Un code (a simple ou double tables) est utilisé pour chiffrer les échanges entre deux personnes : le Roi (ou son représentant) et un personnage de l’état qui est loin du pouvoir central. Par exemple entre Louvois (le ministre de la guerre) qui est présent à Versailles et le maréchal Catinat qui guerroie en Italie. Peut-être un code fut utilisé pour permettre à un groupe de personnes de communiquer, comme des gouverneurs de places militaires comme le laisse supposer la lettre de Louvois à Bonnais (cf. plus loin dans cette page).

La durée de vie d’un code est limitée dans le temps, peut-être un an? Si on inspecte un code authentique, on retrouve l’année de publication et les correspondants inscrits dessus (cf. le code de 1688). On montrera au moins un exemple de code utilisé pendant plus d'un an (cf. le code de 1690).

Évidemment ces mesures existent pour améliorer la sécurité. La compromission d’un code utilisé entre X et Y n’a pas d’impact pour les échanges entre X et V, W et Z. Plus un code est utilisé longtemps, plus les risques de captures sont importants. On limite donc dans le temps son usage.

Structure des codes

Un exemple concret : le code à double table de 1688

Voici la strucure de ce code (cf. le code de 1688))
  • Les lettres : chacune pouvant être codée par plusieurs groupes (a : 22, 136, 205, 361, 436, 488)
  • Les syllabes : ca, ce, ci, co, cu, … da, de, di, do, du, … Certaines syllabes étant codées par plusieurs groupes (ca : 505, 517).
  • Des mots fréquents (adverbes, adjectifs, pronoms, noms communs, ...): celuy, celles, cependant, ces, cet, chemin, …
  • Des mots incomplets (préfixe) : gouvern (560), inform (105). Par exemple le préfixe « inform » peut être le début des mots suivants : informe, informer, informera, information, informations, …
  • Des suffixes : oit (58), tion (70)
  • Des expressions: « J’ai apris que » (66)
  • Des noms propres (personnes, villes, pays, …) : Le Prince d’Orange (73), Le Duc de Berwick (8), les villes de Lymmerick (74), Dublin (620), les pays : l’Ecosse (31), l’Irlande (181), l’Angleterre (152), ...
  • Des groupes nuls (17, 18, 148, 149, … [en tout 19 groupes]). Ces groupes nuls servait principalement de ponctuation et à dissimuler le début et la fin du message. Ils survenaient le plus souvent en plusieurs exemplaires, par l’exemple, le début du message était précédé de 3 (ou plus) groupes nuls.
  • Des groupes pour encadrer des groupes que l’on veut annuler : groupes précédant les groupes à annuler : 53, 155, … groupes qui suivent les groupes à annuler : 20, 40, 140, Personnellement je j’ai jamais vu leur usage.

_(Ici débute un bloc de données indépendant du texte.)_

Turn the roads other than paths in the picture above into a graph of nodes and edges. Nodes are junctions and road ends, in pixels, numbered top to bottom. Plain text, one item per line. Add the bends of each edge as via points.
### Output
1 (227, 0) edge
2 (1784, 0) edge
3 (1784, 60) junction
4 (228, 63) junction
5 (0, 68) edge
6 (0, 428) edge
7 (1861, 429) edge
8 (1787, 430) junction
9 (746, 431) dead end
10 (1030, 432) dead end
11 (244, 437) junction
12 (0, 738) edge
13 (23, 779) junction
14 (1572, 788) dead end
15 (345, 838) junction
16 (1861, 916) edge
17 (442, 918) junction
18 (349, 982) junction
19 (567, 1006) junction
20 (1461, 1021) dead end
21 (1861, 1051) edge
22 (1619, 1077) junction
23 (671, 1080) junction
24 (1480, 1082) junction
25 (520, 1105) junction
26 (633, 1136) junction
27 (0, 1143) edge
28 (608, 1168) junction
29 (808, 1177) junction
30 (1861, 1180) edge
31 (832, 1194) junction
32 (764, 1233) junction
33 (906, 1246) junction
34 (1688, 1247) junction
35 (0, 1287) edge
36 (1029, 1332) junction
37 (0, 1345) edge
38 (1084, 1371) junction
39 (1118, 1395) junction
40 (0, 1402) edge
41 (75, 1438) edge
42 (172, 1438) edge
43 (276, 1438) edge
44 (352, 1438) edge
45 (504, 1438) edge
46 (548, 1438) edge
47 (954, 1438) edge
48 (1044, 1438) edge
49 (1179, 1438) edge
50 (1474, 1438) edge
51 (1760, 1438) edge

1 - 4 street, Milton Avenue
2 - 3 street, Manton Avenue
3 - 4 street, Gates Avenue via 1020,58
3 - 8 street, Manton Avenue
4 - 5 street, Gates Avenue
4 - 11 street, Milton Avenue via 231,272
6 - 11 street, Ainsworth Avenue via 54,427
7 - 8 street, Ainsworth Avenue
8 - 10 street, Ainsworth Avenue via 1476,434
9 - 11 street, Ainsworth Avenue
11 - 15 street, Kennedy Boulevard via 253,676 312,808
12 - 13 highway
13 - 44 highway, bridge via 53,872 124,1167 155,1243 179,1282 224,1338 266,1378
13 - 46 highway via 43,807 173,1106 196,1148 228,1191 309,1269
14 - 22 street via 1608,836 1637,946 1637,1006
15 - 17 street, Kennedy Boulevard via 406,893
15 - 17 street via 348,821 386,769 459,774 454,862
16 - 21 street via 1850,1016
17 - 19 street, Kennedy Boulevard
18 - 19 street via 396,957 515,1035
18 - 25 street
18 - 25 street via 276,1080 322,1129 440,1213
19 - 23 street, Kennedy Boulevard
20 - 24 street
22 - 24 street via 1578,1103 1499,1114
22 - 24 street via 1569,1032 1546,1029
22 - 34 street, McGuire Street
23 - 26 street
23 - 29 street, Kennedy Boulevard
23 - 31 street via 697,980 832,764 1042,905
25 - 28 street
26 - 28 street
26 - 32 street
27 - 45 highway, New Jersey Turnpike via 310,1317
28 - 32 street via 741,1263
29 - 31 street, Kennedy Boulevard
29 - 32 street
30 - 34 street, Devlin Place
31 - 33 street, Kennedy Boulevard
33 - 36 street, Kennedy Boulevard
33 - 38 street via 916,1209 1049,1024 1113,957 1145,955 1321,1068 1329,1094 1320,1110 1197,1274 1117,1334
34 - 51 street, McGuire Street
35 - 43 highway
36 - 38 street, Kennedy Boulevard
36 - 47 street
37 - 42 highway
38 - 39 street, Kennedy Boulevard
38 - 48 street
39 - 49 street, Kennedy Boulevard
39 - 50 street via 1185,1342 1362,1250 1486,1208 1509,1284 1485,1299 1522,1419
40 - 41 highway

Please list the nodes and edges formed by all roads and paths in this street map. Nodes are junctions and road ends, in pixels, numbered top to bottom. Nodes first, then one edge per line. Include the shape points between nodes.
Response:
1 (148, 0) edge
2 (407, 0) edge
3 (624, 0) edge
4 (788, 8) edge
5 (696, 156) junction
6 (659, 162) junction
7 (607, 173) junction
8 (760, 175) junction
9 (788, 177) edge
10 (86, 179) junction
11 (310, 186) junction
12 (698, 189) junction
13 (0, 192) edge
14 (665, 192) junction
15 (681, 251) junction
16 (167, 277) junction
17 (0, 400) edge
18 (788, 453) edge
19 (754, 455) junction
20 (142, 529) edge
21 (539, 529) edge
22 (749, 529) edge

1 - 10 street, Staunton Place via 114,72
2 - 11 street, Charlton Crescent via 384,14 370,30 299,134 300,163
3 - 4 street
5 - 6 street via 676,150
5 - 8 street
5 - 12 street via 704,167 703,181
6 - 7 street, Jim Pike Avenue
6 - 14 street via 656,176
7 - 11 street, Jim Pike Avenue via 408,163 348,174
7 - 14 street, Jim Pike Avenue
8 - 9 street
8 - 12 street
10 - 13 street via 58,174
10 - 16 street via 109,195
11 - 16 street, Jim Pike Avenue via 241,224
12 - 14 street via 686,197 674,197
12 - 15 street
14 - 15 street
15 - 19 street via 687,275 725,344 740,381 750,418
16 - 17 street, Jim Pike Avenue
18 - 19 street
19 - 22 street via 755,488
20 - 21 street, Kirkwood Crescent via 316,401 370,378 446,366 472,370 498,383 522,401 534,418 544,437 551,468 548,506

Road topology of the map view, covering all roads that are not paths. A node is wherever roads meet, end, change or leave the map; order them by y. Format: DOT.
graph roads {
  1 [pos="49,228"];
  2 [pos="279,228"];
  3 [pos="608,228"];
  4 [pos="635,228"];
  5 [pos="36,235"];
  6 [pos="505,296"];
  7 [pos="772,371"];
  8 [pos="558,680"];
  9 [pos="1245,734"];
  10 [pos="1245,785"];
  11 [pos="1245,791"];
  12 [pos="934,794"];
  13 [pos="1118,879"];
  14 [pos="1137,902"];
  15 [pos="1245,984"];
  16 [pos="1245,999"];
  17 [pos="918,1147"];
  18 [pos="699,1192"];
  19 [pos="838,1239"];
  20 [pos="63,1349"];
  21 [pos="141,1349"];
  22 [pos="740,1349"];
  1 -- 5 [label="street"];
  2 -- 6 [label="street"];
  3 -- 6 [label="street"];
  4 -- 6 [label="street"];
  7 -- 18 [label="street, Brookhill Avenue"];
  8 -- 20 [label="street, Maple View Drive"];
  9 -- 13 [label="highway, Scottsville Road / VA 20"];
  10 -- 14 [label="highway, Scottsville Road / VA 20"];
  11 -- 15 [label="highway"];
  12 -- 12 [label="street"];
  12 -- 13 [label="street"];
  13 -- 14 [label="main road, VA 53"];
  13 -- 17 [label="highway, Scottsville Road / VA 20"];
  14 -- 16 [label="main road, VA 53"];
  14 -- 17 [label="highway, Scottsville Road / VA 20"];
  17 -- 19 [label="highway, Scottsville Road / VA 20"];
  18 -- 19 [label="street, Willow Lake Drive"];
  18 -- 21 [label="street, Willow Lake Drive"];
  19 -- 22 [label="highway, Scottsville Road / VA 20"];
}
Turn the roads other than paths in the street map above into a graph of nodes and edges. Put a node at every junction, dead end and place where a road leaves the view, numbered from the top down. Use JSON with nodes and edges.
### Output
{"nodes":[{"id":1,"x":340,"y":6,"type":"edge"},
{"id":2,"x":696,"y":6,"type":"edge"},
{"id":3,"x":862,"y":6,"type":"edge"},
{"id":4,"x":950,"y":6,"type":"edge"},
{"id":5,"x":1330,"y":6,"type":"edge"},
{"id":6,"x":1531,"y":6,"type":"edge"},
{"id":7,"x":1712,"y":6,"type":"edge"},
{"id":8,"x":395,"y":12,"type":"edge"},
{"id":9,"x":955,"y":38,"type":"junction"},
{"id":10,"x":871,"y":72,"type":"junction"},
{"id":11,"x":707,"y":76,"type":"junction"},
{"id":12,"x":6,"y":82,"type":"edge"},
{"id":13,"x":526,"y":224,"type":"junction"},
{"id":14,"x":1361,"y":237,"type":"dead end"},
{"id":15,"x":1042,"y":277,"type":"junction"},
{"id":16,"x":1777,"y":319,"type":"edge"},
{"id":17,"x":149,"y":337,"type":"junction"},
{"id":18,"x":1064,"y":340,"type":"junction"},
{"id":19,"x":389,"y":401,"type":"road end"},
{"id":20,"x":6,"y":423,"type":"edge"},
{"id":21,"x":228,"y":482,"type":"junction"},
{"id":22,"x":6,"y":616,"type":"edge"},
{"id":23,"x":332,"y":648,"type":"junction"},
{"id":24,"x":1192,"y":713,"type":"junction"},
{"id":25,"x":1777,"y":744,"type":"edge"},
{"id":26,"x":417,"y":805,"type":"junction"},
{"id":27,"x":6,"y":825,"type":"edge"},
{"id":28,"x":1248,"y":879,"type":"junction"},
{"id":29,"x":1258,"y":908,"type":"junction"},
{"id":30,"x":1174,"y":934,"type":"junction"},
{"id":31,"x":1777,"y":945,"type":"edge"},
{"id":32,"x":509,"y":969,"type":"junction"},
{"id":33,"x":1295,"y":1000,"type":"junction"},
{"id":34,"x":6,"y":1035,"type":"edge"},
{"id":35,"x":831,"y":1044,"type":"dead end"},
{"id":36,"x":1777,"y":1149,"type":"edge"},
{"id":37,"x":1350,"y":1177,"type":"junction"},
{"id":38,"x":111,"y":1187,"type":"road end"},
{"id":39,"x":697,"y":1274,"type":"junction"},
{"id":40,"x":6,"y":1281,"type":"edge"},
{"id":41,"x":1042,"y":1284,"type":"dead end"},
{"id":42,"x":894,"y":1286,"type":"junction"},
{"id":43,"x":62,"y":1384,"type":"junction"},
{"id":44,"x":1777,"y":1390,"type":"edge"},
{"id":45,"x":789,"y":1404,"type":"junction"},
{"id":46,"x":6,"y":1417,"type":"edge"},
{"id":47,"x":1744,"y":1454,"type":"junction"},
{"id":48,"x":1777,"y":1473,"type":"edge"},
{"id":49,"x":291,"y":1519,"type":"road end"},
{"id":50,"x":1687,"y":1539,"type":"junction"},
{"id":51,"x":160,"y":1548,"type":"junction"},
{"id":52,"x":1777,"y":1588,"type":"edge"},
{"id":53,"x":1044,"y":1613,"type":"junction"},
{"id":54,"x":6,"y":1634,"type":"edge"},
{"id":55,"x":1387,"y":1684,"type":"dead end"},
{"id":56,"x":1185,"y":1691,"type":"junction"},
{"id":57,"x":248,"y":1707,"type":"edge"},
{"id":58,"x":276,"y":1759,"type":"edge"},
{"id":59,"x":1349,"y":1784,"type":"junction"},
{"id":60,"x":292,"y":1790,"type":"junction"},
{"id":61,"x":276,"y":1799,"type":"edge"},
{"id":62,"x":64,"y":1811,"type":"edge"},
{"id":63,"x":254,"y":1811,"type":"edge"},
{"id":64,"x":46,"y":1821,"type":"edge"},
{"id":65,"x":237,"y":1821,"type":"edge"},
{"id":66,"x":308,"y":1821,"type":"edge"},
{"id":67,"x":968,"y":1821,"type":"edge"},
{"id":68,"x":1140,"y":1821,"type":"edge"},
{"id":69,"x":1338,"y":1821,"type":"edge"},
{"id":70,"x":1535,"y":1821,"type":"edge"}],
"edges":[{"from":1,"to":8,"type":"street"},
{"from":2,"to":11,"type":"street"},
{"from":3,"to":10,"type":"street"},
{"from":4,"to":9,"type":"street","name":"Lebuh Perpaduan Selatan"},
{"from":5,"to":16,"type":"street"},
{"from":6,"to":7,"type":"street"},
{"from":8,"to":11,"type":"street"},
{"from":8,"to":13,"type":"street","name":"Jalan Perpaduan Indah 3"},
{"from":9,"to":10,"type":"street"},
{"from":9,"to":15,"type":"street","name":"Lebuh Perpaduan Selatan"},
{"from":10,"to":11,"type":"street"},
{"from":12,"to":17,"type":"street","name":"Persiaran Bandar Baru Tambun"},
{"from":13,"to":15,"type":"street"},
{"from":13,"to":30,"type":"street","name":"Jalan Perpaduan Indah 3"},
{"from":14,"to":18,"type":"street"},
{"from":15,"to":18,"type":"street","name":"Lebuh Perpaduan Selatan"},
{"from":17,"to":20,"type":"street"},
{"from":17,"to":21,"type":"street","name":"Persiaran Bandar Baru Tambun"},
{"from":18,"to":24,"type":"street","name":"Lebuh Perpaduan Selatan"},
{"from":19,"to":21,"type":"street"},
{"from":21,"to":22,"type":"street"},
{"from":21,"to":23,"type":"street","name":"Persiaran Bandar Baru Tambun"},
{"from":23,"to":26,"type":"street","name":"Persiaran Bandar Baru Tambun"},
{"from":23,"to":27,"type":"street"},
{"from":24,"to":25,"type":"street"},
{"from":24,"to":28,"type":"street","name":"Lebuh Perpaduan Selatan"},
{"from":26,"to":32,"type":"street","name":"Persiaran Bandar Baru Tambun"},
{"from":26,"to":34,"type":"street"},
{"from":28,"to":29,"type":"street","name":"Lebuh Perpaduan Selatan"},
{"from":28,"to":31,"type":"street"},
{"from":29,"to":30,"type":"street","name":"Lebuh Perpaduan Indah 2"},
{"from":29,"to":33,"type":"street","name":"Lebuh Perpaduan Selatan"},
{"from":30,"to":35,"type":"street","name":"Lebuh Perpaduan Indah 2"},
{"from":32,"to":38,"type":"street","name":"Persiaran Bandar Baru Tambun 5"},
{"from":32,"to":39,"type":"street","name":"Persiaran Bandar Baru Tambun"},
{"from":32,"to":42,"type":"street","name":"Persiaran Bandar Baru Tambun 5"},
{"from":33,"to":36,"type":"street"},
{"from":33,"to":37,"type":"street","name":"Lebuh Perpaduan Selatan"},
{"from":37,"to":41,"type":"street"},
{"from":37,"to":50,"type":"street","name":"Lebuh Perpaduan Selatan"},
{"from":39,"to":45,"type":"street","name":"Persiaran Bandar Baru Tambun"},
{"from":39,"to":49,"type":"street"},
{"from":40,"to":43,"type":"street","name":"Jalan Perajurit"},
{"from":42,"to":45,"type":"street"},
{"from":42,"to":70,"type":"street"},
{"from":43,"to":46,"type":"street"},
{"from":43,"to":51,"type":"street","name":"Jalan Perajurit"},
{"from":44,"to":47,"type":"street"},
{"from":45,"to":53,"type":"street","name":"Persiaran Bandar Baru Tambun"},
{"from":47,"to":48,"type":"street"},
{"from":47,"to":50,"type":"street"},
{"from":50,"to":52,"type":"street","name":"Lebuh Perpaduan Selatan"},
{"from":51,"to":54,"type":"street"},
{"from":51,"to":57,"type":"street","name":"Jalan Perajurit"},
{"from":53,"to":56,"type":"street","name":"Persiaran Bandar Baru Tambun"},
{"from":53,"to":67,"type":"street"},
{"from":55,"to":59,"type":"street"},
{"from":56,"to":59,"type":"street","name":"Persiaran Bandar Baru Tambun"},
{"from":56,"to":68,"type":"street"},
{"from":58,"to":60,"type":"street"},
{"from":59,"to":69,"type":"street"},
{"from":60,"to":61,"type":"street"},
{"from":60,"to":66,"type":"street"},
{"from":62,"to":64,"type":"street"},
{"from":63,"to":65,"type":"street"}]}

Un chiffre à simple table de 1684

Voici l'étude d'un chiffre à simple table (cf. le code de 1684)

Il y a évidemment beaucoup de similitude avec le code précédent : On trouve des lettres, des syllabes, des mots fréquents.

Par contre, la principale différence est que les groupes chiffrant ne sont représentés que par un seul exemplaire pour respecter un ordre logique. Par exemple les syllabes da, de, di do, du sont respectivement codés par les groupes 311, 331, 331, 341, 351. On remarque que les codes ne se suivent pas directement mais si le nomenclature est ordonné en colonne (une colonne pour chaque dizaine), les codes précédents apparaissent dans la même colonne. Par contre cette organisation exclus l’utiliser de doublons.

Même les lettres ne sont chacune codées que par un seul groupe : a : 10, b : 12, c : 14, d : 16, e : 18, …

Cette organisation stéréotypée diminue énormément les différences qui peut exister entre deux nomenclatures. Par exemple, le début des lettres dans un autre chiffre peut commence différemment : a : 11, b : 13, … mais en final, c’est une différence faible.

De manière évidente, ce type de code assure une sécurité nettement plus faible que les codes à double tables et même inférieure aux codes précédents (cf. le code de 1676).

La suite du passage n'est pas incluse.